#### [PROBLEM TO WORK ON]
Write out the material below exactly, with no line missing.

##########

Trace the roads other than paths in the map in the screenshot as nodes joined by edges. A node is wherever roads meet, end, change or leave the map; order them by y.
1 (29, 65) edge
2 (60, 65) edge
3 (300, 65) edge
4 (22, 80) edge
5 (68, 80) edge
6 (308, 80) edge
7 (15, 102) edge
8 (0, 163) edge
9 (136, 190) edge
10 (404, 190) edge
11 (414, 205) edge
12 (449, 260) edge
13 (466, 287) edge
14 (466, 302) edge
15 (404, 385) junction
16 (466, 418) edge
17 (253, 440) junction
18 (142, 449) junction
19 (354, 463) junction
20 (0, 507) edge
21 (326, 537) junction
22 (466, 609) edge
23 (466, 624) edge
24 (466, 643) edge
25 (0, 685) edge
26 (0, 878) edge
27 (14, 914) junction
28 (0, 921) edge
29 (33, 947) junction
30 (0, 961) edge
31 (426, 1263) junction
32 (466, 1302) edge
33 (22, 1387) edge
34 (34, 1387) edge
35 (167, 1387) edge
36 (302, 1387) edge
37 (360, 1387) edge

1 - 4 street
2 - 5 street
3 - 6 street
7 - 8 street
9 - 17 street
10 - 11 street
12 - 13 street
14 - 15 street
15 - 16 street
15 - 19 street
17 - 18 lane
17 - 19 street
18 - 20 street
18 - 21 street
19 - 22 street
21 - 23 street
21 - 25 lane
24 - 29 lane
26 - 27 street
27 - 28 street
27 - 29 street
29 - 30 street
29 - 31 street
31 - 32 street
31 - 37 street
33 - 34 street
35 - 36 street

##########

#### [EXERCISE ANSWER]
Trace the roads other than paths in the map in the screenshot as nodes joined by edges. A node is wherever roads meet, end, change or leave the map; order them by y.
1 (29, 65) edge
2 (60, 65) edge
3 (300, 65) edge
4 (22, 80) edge
5 (68, 80) edge
6 (308, 80) edge
7 (15, 102) edge
8 (0, 163) edge
9 (136, 190) edge
10 (404, 190) edge
11 (414, 205) edge
12 (449, 260) edge
13 (466, 287) edge
14 (466, 302) edge
15 (404, 385) junction
16 (466, 418) edge
17 (253, 440) junction
18 (142, 449) junction
19 (354, 463) junction
20 (0, 507) edge
21 (326, 537) junction
22 (466, 609) edge
23 (466, 624) edge
24 (466, 643) edge
25 (0, 685) edge
26 (0, 878) edge
27 (14, 914) junction
28 (0, 921) edge
29 (33, 947) junction
30 (0, 961) edge
31 (426, 1263) junction
32 (466, 1302) edge
33 (22, 1387) edge
34 (34, 1387) edge
35 (167, 1387) edge
36 (302, 1387) edge
37 (360, 1387) edge

1 - 4 street
2 - 5 street
3 - 6 street
7 - 8 street
9 - 17 street
10 - 11 street
12 - 13 street
14 - 15 street
15 - 16 street
15 - 19 street
17 - 18 lane
17 - 19 street
18 - 20 street
18 - 21 street
19 - 22 street
21 - 23 street
21 - 25 lane
24 - 29 lane
26 - 27 street
27 - 28 street
27 - 29 street
29 - 30 street
29 - 31 street
31 - 32 street
31 - 37 street
33 - 34 street
35 - 36 street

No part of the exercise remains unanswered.